Collected data entries:
——————————
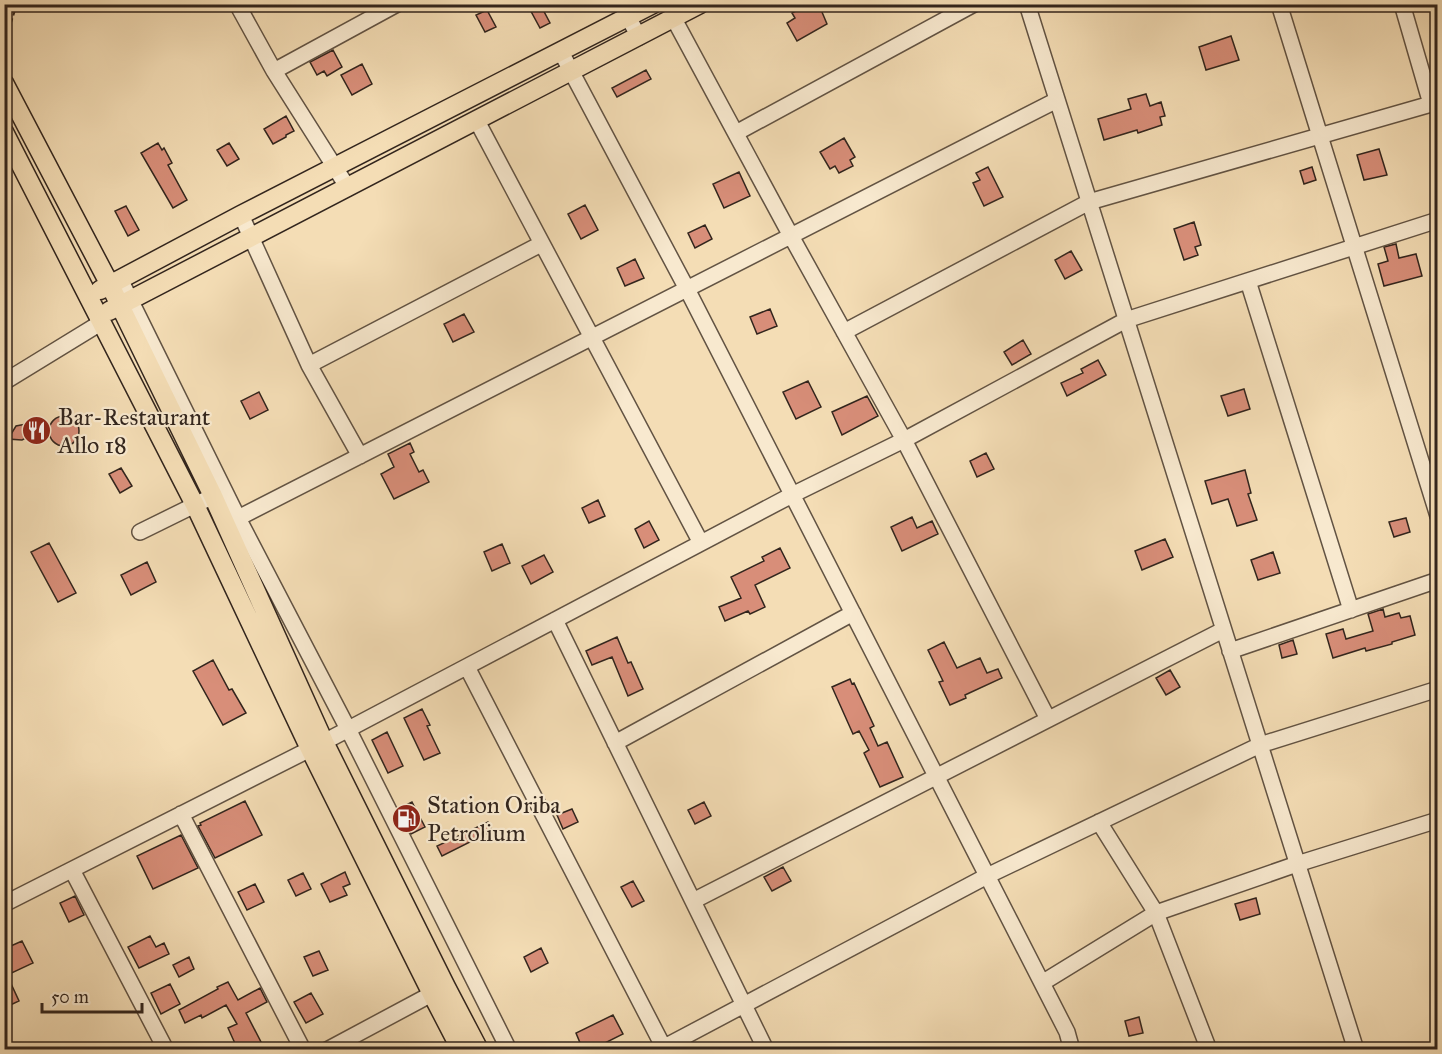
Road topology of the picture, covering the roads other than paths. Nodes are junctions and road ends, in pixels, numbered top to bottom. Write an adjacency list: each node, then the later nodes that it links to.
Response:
1 (237, 4): 13 (street)
2 (653, 4): 9 (main road)
3 (700, 4): 10 (main road)
4 (974, 4): 20 (street)
5 (1027, 4): 16 (street)
6 (1279, 4): 21 (street)
7 (1402, 4): 17 (street)
8 (392, 6): 13 (street)
9 (624, 11): 11 (street); 12 (main road)
10 (674, 19): 11 (main road); 20 (street)
11 (639, 37): 14 (main road)
12 (561, 52): 14 (street); 22 (main road)
13 (274, 71): 22 (street)
14 (571, 72): 18 (main road); 33 (street)
15 (4, 83): 32 (main road)
16 (1057, 100): 24 (street); 27 (street)
17 (1434, 103): 21 (street)
18 (477, 121): 23 (main road); 29 (street)
19 (4, 132): 34 (main road)
20 (736, 133): 27 (street)
21 (1320, 136): 24 (street); 30 (street)
22 (335, 168): 23 (street); 25 (main road)
23 (348, 188): 28 (main road)
24 (1089, 202): 37 (street); 38 (street)
25 (241, 215): 28 (street); 32 (main road)
26 (1437, 220): 30 (street)
27 (791, 236): 33 (street); 38 (street)
28 (251, 237): 35 (main road); 40 (street)
29 (541, 244): 39 (street); 40 (street)
30 (1354, 247): 31 (street); 47 (street)
31 (1248, 281): 37 (street); 52 (street)
32 (115, 282): 34 (main road); 35 (main road)
33 (687, 289): 39 (street); 44 (street)
34 (89, 296): 36 (main road)
35 (125, 303): 36 (main road); 45 (main road); 48 (street)
36 (101, 319): 41 (street); 46 (main road)
37 (1126, 320): 42 (street); 55 (street)
38 (844, 332): 42 (street)
39 (591, 338): 43 (street); 50 (street)
40 (309, 365): 43 (street)
41 (4, 382)
42 (904, 440): 44 (street); 59 (street)
43 (360, 456): 48 (street)
44 (792, 495): 50 (street); 53 (street)
45 (213, 496): 46 (street); 62 (main road)
46 (195, 505): 49 (street); 62 (main road)
47 (1437, 516)
48 (238, 518): 60 (street)
49 (140, 532)
50 (701, 543): 54 (street)
51 (1437, 580): 52 (street)
52 (1351, 610): 56 (street)
53 (853, 614): 61 (street); 64 (street)
54 (555, 620): 57 (street); 61 (street)
55 (1223, 630): 56 (street); 59 (street)
56 (1230, 651): 63 (street)
57 (467, 667): 60 (street); 77 (street)
58 (1437, 689): 63 (street)
59 (1048, 719): 64 (street)
60 (348, 729): 62 (street); 83 (street)
61 (615, 743): 71 (street)
62 (317, 745): 65 (street); 75 (main road)
63 (1260, 745): 67 (street); 68 (street)
64 (936, 777): 70 (street); 71 (street)
65 (181, 814): 69 (street); 79 (street)
66 (1437, 820): 68 (street)
67 (1099, 822): 70 (street); 73 (street)
68 (1297, 864): 73 (street); 87 (street)
69 (72, 870): 72 (street); 78 (street)
70 (987, 876): 74 (street); 76 (street)
71 (693, 901): 76 (street)
72 (4, 904)
73 (1156, 913): 74 (street); 86 (street)
74 (1042, 983): 85 (street)
75 (439, 990): 80 (street); 81 (main road); 82 (main road)
76 (744, 1004): 77 (street); 84 (street)
77 (662, 1049)
78 (166, 1050)
79 (303, 1050)
80 (327, 1050)
81 (461, 1050)
82 (479, 1050)
83 (509, 1050)
84 (766, 1050)
85 (1072, 1050)
86 (1209, 1050)
87 (1356, 1050)

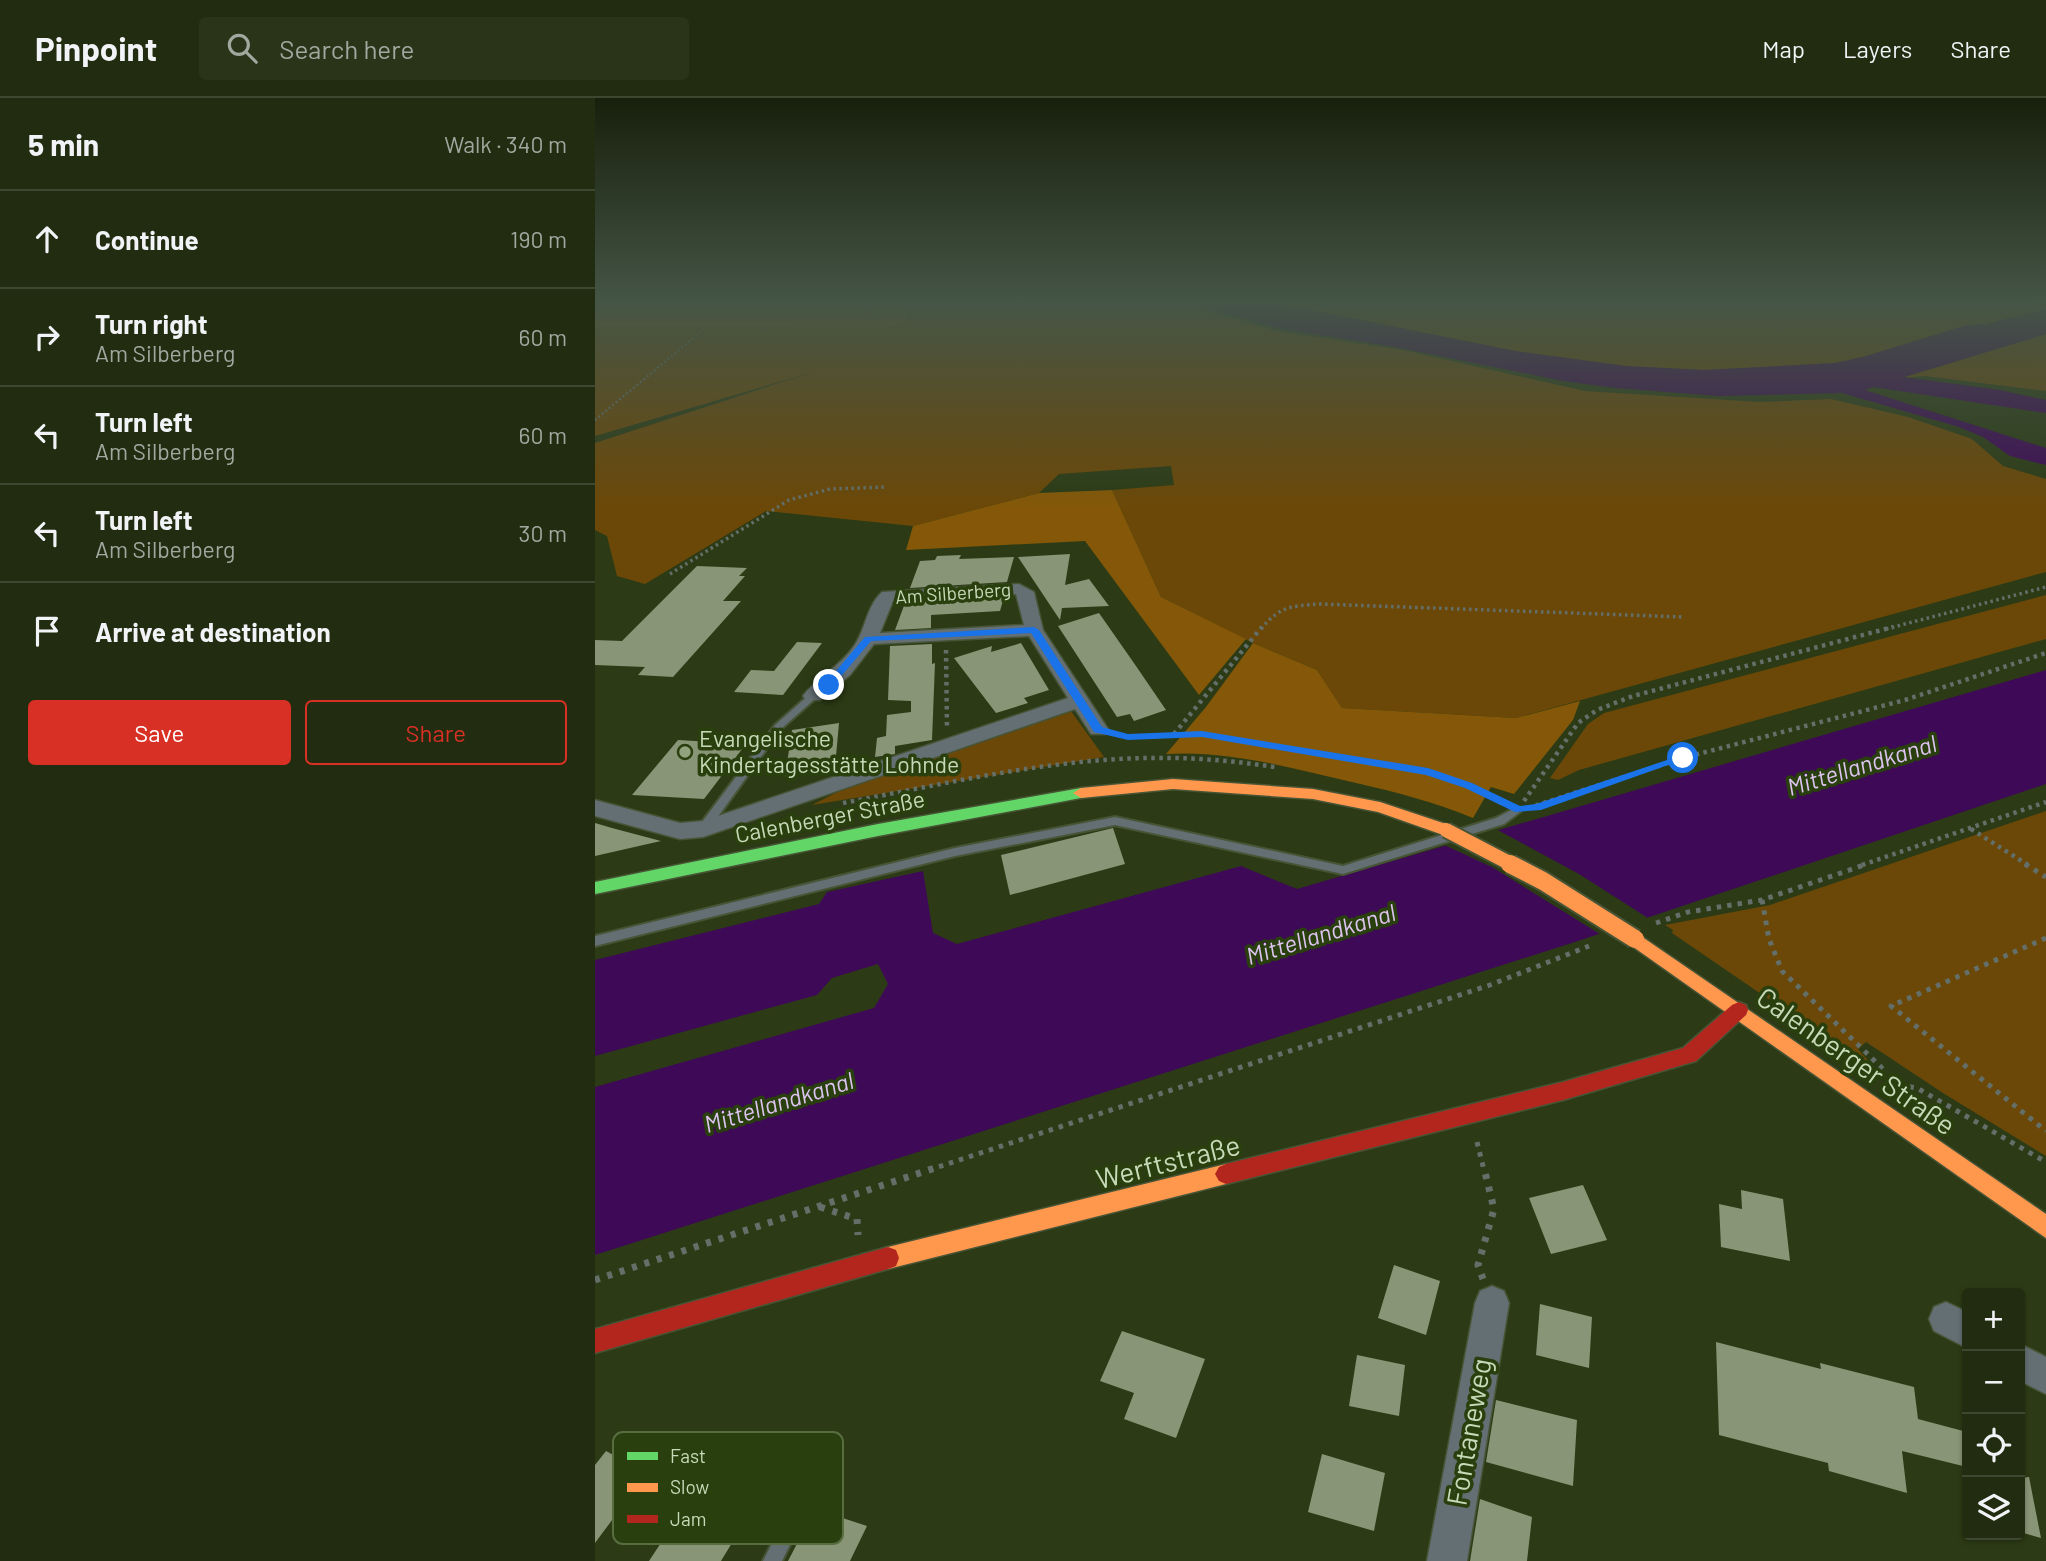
——————————
• [What this task involves]
Omit the pictures and write out the remaining data exactly.

• [Answer to this task]
Road topology of the picture, covering the roads other than paths. Nodes are junctions and road ends, in pixels, numbered top to bottom. Write an adjacency list: each node, then the later nodes that it links to.
Response:
1 (237, 4): 13 (street)
2 (653, 4): 9 (main road)
3 (700, 4): 10 (main road)
4 (974, 4): 20 (street)
5 (1027, 4): 16 (street)
6 (1279, 4): 21 (street)
7 (1402, 4): 17 (street)
8 (392, 6): 13 (street)
9 (624, 11): 11 (street); 12 (main road)
10 (674, 19): 11 (main road); 20 (street)
11 (639, 37): 14 (main road)
12 (561, 52): 14 (street); 22 (main road)
13 (274, 71): 22 (street)
14 (571, 72): 18 (main road); 33 (street)
15 (4, 83): 32 (main road)
16 (1057, 100): 24 (street); 27 (street)
17 (1434, 103): 21 (street)
18 (477, 121): 23 (main road); 29 (street)
19 (4, 132): 34 (main road)
20 (736, 133): 27 (street)
21 (1320, 136): 24 (street); 30 (street)
22 (335, 168): 23 (street); 25 (main road)
23 (348, 188): 28 (main road)
24 (1089, 202): 37 (street); 38 (street)
25 (241, 215): 28 (street); 32 (main road)
26 (1437, 220): 30 (street)
27 (791, 236): 33 (street); 38 (street)
28 (251, 237): 35 (main road); 40 (street)
29 (541, 244): 39 (street); 40 (street)
30 (1354, 247): 31 (street); 47 (street)
31 (1248, 281): 37 (street); 52 (street)
32 (115, 282): 34 (main road); 35 (main road)
33 (687, 289): 39 (street); 44 (street)
34 (89, 296): 36 (main road)
35 (125, 303): 36 (main road); 45 (main road); 48 (street)
36 (101, 319): 41 (street); 46 (main road)
37 (1126, 320): 42 (street); 55 (street)
38 (844, 332): 42 (street)
39 (591, 338): 43 (street); 50 (street)
40 (309, 365): 43 (street)
41 (4, 382)
42 (904, 440): 44 (street); 59 (street)
43 (360, 456): 48 (street)
44 (792, 495): 50 (street); 53 (street)
45 (213, 496): 46 (street); 62 (main road)
46 (195, 505): 49 (street); 62 (main road)
47 (1437, 516)
48 (238, 518): 60 (street)
49 (140, 532)
50 (701, 543): 54 (street)
51 (1437, 580): 52 (street)
52 (1351, 610): 56 (street)
53 (853, 614): 61 (street); 64 (street)
54 (555, 620): 57 (street); 61 (street)
55 (1223, 630): 56 (street); 59 (street)
56 (1230, 651): 63 (street)
57 (467, 667): 60 (street); 77 (street)
58 (1437, 689): 63 (street)
59 (1048, 719): 64 (street)
60 (348, 729): 62 (street); 83 (street)
61 (615, 743): 71 (street)
62 (317, 745): 65 (street); 75 (main road)
63 (1260, 745): 67 (street); 68 (street)
64 (936, 777): 70 (street); 71 (street)
65 (181, 814): 69 (street); 79 (street)
66 (1437, 820): 68 (street)
67 (1099, 822): 70 (street); 73 (street)
68 (1297, 864): 73 (street); 87 (street)
69 (72, 870): 72 (street); 78 (street)
70 (987, 876): 74 (street); 76 (street)
71 (693, 901): 76 (street)
72 (4, 904)
73 (1156, 913): 74 (street); 86 (street)
74 (1042, 983): 85 (street)
75 (439, 990): 80 (street); 81 (main road); 82 (main road)
76 (744, 1004): 77 (street); 84 (street)
77 (662, 1049)
78 (166, 1050)
79 (303, 1050)
80 (327, 1050)
81 (461, 1050)
82 (479, 1050)
83 (509, 1050)
84 (766, 1050)
85 (1072, 1050)
86 (1209, 1050)
87 (1356, 1050)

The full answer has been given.